PARADISE LOST: Fall & Genre Flashcards
Opening:
1. “No more of talk”
2. “I now must change those notes to tragic”
3. “to describe races and games…impreses quaint, capárisons and steeds”
- Immediate negation, the Fall’s restrictions on language and speech (linguistic mobility of “wandering”) affects Milton himself!

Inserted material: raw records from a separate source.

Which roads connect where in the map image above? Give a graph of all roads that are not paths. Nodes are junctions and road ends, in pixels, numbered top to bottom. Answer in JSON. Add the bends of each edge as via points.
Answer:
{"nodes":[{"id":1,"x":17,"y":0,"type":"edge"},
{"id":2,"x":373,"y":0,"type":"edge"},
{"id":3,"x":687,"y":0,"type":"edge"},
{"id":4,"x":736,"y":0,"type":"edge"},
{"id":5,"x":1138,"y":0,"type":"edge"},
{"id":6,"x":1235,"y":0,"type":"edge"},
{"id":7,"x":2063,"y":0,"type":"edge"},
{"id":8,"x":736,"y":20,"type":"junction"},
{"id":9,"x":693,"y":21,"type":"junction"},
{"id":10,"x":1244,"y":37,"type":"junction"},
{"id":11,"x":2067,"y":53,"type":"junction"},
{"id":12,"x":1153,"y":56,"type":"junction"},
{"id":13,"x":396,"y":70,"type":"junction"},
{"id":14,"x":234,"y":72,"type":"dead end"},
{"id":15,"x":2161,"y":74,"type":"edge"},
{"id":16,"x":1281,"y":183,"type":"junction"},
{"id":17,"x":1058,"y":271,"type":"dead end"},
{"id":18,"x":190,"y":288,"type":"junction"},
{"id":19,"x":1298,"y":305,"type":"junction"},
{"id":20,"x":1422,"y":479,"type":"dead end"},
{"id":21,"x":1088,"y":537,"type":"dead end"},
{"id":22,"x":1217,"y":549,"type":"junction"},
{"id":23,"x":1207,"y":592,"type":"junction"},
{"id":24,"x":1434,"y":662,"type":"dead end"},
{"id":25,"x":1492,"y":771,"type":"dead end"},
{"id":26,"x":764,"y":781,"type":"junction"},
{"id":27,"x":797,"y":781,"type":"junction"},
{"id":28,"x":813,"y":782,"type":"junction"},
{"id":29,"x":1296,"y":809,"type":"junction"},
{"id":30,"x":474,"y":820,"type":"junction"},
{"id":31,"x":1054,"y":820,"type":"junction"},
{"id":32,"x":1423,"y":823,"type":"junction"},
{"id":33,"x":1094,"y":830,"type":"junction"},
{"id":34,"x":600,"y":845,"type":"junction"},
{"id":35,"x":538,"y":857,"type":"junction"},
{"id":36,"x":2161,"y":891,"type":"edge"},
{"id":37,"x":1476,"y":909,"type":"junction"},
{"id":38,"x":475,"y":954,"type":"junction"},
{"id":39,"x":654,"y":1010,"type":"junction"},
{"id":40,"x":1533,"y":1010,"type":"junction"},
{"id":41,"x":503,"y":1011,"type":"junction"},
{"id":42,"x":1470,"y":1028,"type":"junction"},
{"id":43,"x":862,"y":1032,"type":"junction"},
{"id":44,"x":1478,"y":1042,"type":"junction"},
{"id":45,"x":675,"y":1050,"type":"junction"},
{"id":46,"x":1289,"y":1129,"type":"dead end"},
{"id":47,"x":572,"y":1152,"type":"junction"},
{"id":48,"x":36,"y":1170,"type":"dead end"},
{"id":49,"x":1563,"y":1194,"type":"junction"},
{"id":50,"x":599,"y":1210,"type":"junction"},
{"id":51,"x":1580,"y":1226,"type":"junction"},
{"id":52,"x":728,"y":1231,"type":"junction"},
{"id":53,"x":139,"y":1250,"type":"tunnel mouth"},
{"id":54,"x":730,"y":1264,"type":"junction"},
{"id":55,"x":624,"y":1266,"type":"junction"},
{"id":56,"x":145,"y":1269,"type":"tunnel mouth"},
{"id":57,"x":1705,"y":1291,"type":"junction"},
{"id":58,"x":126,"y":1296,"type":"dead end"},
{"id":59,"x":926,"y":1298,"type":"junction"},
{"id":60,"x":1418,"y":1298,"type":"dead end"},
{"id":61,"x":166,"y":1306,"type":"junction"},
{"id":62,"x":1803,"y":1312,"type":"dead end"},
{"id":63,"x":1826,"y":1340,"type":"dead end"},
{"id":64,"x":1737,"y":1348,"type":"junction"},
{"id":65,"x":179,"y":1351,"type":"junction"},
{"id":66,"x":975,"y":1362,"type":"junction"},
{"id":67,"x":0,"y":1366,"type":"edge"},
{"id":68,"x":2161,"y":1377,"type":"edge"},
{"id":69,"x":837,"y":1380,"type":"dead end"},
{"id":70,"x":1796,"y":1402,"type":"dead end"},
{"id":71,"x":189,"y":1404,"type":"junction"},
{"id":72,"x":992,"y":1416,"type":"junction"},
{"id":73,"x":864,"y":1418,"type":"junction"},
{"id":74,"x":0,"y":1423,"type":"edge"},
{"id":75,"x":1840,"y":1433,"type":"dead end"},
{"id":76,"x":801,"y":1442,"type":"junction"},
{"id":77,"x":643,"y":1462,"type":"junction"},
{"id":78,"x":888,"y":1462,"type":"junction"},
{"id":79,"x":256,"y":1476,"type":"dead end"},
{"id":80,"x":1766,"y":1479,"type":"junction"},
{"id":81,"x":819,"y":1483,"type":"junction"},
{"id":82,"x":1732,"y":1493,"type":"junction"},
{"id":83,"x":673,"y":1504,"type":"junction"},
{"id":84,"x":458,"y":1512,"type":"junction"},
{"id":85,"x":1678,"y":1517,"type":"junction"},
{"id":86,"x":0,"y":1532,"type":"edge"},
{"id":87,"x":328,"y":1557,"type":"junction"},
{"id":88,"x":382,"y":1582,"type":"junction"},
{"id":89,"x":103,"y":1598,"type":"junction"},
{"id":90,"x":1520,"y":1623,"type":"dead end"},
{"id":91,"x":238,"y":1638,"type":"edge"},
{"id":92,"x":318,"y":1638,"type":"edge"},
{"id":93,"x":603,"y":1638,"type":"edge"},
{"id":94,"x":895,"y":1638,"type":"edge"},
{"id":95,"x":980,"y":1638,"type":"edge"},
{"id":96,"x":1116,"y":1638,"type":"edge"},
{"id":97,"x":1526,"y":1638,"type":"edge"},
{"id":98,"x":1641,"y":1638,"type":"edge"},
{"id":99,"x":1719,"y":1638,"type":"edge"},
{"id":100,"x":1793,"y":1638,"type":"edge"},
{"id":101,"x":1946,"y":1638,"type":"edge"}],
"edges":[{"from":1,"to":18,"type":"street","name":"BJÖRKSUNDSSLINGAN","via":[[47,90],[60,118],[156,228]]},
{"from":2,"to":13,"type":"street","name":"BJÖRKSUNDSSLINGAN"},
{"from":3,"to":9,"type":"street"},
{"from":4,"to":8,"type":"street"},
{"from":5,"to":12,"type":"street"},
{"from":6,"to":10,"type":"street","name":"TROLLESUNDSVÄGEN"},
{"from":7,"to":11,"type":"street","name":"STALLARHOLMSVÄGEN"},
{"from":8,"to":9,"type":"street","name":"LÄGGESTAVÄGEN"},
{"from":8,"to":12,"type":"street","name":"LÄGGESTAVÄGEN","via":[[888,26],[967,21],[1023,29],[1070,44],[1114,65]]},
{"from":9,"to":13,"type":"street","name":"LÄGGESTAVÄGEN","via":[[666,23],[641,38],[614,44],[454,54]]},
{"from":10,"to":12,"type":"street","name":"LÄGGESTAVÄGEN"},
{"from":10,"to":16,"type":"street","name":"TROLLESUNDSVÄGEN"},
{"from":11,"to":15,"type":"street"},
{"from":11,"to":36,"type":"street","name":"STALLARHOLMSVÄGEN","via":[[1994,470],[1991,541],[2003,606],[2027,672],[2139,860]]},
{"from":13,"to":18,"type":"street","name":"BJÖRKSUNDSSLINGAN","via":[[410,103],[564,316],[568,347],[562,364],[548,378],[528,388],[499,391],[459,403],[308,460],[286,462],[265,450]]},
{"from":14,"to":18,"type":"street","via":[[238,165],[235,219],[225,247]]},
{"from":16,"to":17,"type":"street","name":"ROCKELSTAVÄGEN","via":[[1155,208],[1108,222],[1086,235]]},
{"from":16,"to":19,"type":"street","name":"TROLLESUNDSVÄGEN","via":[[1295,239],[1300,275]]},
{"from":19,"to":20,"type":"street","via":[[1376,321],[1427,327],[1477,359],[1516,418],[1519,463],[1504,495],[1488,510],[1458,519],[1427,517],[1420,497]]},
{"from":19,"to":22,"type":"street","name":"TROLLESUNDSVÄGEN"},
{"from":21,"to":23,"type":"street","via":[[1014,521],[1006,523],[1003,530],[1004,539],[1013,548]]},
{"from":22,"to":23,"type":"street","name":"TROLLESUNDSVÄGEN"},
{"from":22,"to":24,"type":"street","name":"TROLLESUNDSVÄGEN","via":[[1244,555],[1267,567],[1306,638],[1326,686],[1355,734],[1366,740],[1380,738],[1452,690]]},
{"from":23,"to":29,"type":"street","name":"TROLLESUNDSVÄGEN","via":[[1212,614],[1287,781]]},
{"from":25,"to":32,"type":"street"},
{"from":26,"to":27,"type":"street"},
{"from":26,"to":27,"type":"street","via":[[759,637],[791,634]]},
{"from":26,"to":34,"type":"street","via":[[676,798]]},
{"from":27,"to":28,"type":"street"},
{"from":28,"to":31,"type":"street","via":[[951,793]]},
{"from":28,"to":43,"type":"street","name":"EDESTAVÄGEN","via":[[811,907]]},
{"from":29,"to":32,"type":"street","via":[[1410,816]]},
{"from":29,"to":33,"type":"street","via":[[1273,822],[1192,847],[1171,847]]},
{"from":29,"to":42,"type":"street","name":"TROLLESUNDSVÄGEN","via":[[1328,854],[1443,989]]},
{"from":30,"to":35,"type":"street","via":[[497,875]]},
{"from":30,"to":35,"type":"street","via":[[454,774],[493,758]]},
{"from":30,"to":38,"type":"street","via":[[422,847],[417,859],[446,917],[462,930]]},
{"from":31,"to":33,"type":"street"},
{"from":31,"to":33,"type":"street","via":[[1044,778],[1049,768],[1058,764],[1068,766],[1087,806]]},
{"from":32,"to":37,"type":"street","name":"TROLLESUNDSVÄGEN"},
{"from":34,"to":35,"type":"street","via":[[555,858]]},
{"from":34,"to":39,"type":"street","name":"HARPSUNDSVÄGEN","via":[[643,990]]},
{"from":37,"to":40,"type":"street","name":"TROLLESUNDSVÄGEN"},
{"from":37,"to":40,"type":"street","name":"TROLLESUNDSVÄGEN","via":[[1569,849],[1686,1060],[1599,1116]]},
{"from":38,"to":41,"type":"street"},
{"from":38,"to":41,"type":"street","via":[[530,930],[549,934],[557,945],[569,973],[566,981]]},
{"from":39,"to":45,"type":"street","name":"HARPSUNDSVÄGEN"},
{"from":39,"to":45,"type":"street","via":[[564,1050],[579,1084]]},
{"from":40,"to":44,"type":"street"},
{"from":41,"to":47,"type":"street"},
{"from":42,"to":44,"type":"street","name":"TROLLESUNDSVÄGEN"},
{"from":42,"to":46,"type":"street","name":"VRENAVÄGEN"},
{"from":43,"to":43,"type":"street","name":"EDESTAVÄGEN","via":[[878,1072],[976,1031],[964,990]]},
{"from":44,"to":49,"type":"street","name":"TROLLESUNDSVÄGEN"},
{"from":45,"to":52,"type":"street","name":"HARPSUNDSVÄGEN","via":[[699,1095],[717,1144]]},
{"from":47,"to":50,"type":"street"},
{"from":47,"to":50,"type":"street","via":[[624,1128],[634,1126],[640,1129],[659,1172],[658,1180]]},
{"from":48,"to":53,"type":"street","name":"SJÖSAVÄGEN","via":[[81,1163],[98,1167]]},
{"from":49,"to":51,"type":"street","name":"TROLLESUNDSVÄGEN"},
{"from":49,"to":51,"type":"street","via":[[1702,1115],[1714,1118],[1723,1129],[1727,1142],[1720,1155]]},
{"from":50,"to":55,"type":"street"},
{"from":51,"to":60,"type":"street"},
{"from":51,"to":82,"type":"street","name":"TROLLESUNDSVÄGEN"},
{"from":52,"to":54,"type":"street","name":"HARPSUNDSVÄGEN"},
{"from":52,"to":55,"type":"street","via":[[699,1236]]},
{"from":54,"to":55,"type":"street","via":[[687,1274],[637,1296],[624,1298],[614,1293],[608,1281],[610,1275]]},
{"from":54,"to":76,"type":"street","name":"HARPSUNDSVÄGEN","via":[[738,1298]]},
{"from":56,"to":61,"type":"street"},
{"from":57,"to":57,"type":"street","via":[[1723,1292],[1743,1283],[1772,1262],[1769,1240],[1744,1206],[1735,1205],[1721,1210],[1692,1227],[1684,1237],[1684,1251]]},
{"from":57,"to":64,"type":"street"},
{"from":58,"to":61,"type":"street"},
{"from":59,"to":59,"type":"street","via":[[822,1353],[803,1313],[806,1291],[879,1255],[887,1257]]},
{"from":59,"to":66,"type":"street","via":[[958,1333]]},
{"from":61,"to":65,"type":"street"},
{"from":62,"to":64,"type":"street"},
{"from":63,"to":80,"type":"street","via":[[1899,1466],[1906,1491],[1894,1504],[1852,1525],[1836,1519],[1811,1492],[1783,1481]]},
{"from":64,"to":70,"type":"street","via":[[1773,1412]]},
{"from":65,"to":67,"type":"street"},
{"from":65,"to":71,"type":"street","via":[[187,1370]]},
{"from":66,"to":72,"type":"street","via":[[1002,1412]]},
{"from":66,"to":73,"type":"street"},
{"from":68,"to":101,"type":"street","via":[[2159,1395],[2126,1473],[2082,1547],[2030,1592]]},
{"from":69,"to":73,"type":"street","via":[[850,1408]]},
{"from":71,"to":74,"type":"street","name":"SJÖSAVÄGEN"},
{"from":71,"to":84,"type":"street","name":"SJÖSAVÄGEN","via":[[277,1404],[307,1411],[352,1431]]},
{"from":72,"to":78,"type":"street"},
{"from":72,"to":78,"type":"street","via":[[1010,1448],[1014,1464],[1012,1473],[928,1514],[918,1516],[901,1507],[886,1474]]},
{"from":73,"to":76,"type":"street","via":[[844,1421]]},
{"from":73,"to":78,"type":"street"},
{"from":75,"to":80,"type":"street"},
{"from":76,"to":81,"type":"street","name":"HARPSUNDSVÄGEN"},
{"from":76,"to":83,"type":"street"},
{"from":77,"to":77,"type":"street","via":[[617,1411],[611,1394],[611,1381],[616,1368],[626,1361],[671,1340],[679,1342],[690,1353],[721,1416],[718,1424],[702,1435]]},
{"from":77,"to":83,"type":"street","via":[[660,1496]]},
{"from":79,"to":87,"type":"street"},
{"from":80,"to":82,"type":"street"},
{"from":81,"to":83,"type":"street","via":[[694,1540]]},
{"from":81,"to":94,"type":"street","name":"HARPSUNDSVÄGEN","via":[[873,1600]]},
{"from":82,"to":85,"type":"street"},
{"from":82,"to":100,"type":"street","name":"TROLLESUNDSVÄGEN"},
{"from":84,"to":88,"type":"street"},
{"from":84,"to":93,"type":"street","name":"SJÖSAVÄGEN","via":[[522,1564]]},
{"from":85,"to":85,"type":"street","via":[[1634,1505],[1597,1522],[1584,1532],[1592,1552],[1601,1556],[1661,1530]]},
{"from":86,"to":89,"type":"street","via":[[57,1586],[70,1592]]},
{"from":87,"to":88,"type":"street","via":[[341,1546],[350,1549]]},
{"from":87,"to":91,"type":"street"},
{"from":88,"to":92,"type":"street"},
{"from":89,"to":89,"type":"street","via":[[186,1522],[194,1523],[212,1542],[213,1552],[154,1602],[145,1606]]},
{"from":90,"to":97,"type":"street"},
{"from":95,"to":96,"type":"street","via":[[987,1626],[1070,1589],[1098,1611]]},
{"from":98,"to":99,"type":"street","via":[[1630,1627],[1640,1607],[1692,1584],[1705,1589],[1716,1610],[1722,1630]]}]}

- Book IX takes place in an Aristotelian unified temporal (24hrs) and spacial (Eden) setting
- Impenetrable (horse-related) vocab - Pointlessness of chivalric epic -> glittery, superficial
- “Impreses quaint” from Spenser’s “The Faerie Queene”, an epic poem following several nights, each meant to examine one virtue
Temptation, Genre + Fall
- (SATAN) “Will God…not praise rather your dauntless virtue?”
- WANDERING
+
- vs. Satan almost tempted back to good by Eve with the PASTORAL
-> Ultimately ends TRAGICALLY, the pastoral dies
CHIVALRIC EPIC is connected to FALL
* JR: Satan turns Eve’s disobedience into a chivalric act
-> “Dauntless virtue” - heroine of a Romance
-> Eve is tempted with a CHIVALRIC QUEST NARRATIVE
- “wandering” as a trace of the GENRE Milton rejected
- Genre (linguistic choice) inspires action, so changes the outcome -> alternative possibilities
WANDERING
* From SPACIAL…
-> Directionless movement
- Free from predetermination (Calvinism)
* to MORAL
-> Straying
- New ethical constraints (“No more of talk”)
* also to INTELLECTUAL
-> ie. an attempt to break out of arbitrary hierarchies
-> JR: “Linguistic mobility” - semantic flexibility/possibilities lost after fall
- Adam: “Strange desire of wandering this unhappy morn”
The Fall + Sex
1. “Eve, whose eye darted contagious fire”
2. “their mutual guilt the seal”
3. “their eyes how opened, and their minds how darkened “
4. “innocence, that as a veil // Had shadowed them from knowing ill, was gone”
1.
-> Looking as part of temptation (sexual here)
-> She initiates (“contagious”) -> things not as they ‘should be’ in the post-lapsarian world
* She is blamed:
- Adam’s later monosyllabic change (“O Eve, in evil hour”)
- Eve as the epitome of the female temptress:
“so rose the Danite strong // Hercúlean Sampson (ADAM) from the harlot lap // Of Phílistéan Dálilá (EVE)”
——–> Epic simile not representative - unfair (fallen) world
-> Heat, passion, lust, sin, temptation (Fall at midday, sex in the heat of the afternoon)
- One flesh, now both take responsibility
3.
-> “how” repetition - unanswerable, inexpressible sin of the fall, failure of language after the fall
-> “darkened” vs. “enlightened” - deceived
- -> “as a veil” - therefore seeing the truth
- “ill” already present in the pre-lapsarian world -> when is the fall?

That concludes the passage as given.